WHAT IS EXPECTED:
Each line of the records has to be copied exactly, though the pictures must be left out.
Top of SUPPLIED DATA
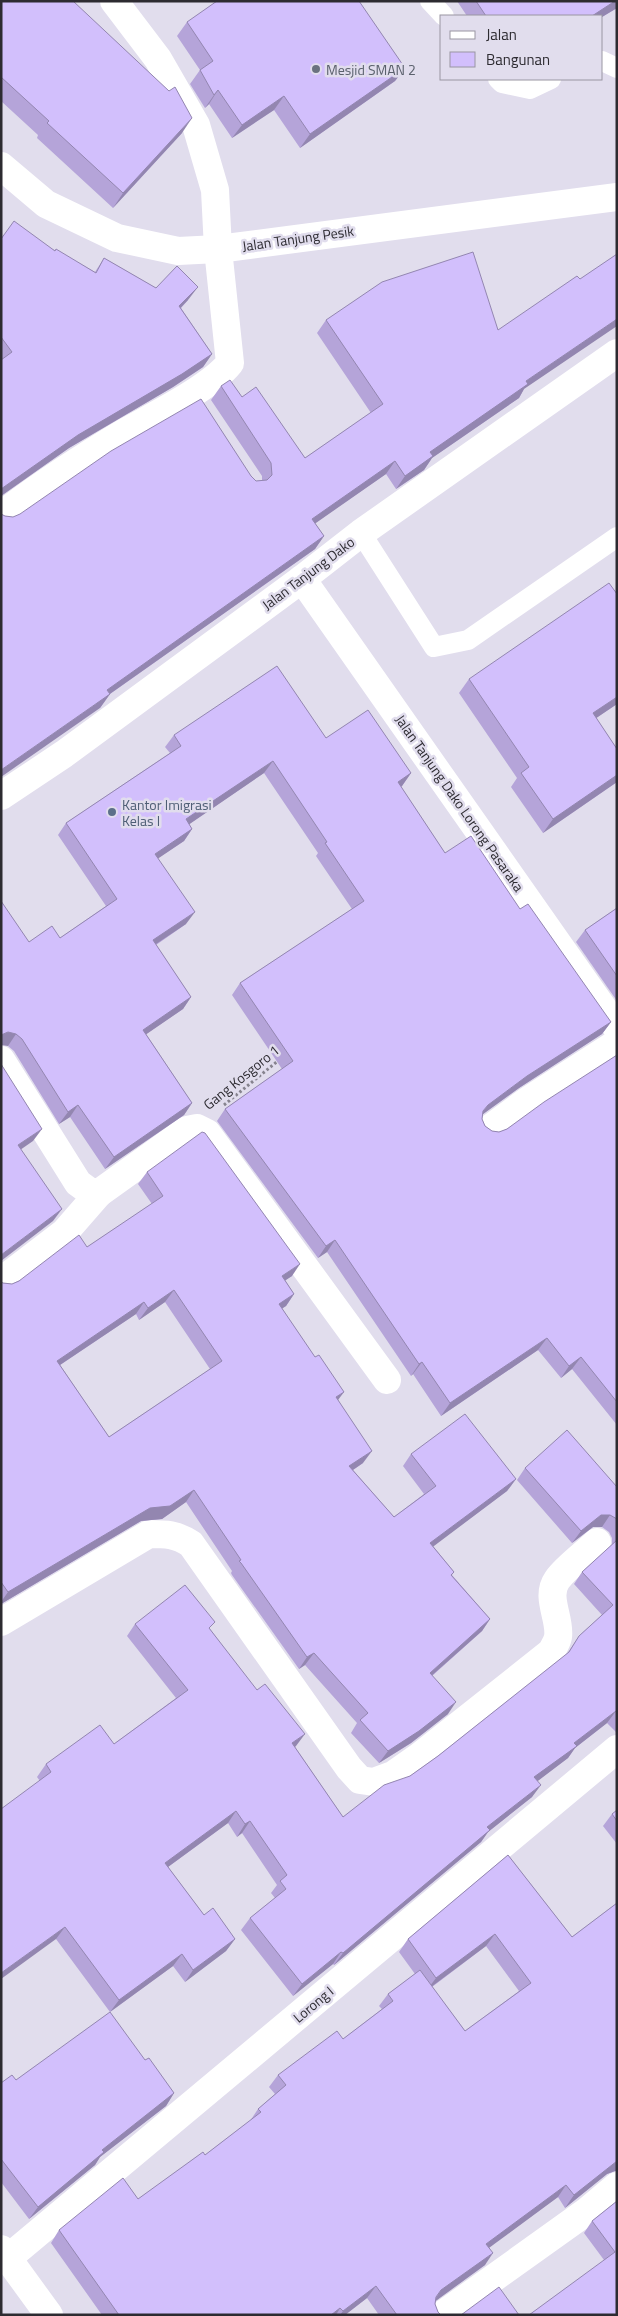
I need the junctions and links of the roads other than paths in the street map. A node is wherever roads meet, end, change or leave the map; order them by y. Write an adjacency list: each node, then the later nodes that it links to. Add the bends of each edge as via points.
1 (114, 1): 10 (street, via 158,59 196,125 215,190)
2 (430, 1): 3 (lane)
3 (443, 15)
4 (603, 61): 5 (lane)
5 (617, 68)
6 (499, 80): 7 (lane, via 530,89)
7 (549, 80)
8 (1, 166): 10 (street, Jalan Tanjung Pesik, via 46,204 117,238 178,251)
9 (617, 197): 10 (street, Jalan Tanjung Pesik)
10 (218, 249): 12 (street, via 230,363 223,372 198,400 122,434)
11 (617, 353): 13 (street, Jalan Tanjung Dako)
12 (1, 515)
13 (361, 533): 14 (lane, via 434,647 468,640); 15 (street, Jalan Tanjung Dako)
14 (617, 537)
15 (302, 579): 16 (street, Jalan Tanjung Dako, via 64,754); 17 (street, Jalan Tanjung Dako Lorong Pasaraka)
16 (1, 796)
17 (617, 1028)
18 (617, 1043): 20 (street)
19 (1, 1060): 21 (street, via 78,1183)
20 (489, 1129)
21 (99, 1193): 22 (street, via 66,1232); 23 (street, via 187,1130 197,1128 207,1134)
22 (1, 1281)
23 (387, 1380)
24 (597, 1542): 25 (street, via 557,1580 553,1592 559,1623 558,1639 552,1652 420,1756 393,1775 374,1782 360,1780 348,1768 190,1544 178,1536 149,1534)
25 (1, 1622)
26 (617, 1749): 28 (street, Lorong I)
27 (617, 2186): 30 (street, via 586,2212)
28 (4, 2253): 29 (street)
29 (49, 2315)
30 (442, 2315)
Bottom of SUPPLIED DATA
RESPONSE TO THIS EXERCISE:
I need the junctions and links of the roads other than paths in the street map. A node is wherever roads meet, end, change or leave the map; order them by y. Write an adjacency list: each node, then the later nodes that it links to. Add the bends of each edge as via points.
1 (114, 1): 10 (street, via 158,59 196,125 215,190)
2 (430, 1): 3 (lane)
3 (443, 15)
4 (603, 61): 5 (lane)
5 (617, 68)
6 (499, 80): 7 (lane, via 530,89)
7 (549, 80)
8 (1, 166): 10 (street, Jalan Tanjung Pesik, via 46,204 117,238 178,251)
9 (617, 197): 10 (street, Jalan Tanjung Pesik)
10 (218, 249): 12 (street, via 230,363 223,372 198,400 122,434)
11 (617, 353): 13 (street, Jalan Tanjung Dako)
12 (1, 515)
13 (361, 533): 14 (lane, via 434,647 468,640); 15 (street, Jalan Tanjung Dako)
14 (617, 537)
15 (302, 579): 16 (street, Jalan Tanjung Dako, via 64,754); 17 (street, Jalan Tanjung Dako Lorong Pasaraka)
16 (1, 796)
17 (617, 1028)
18 (617, 1043): 20 (street)
19 (1, 1060): 21 (street, via 78,1183)
20 (489, 1129)
21 (99, 1193): 22 (street, via 66,1232); 23 (street, via 187,1130 197,1128 207,1134)
22 (1, 1281)
23 (387, 1380)
24 (597, 1542): 25 (street, via 557,1580 553,1592 559,1623 558,1639 552,1652 420,1756 393,1775 374,1782 360,1780 348,1768 190,1544 178,1536 149,1534)
25 (1, 1622)
26 (617, 1749): 28 (street, Lorong I)
27 (617, 2186): 30 (street, via 586,2212)
28 (4, 2253): 29 (street)
29 (49, 2315)
30 (442, 2315)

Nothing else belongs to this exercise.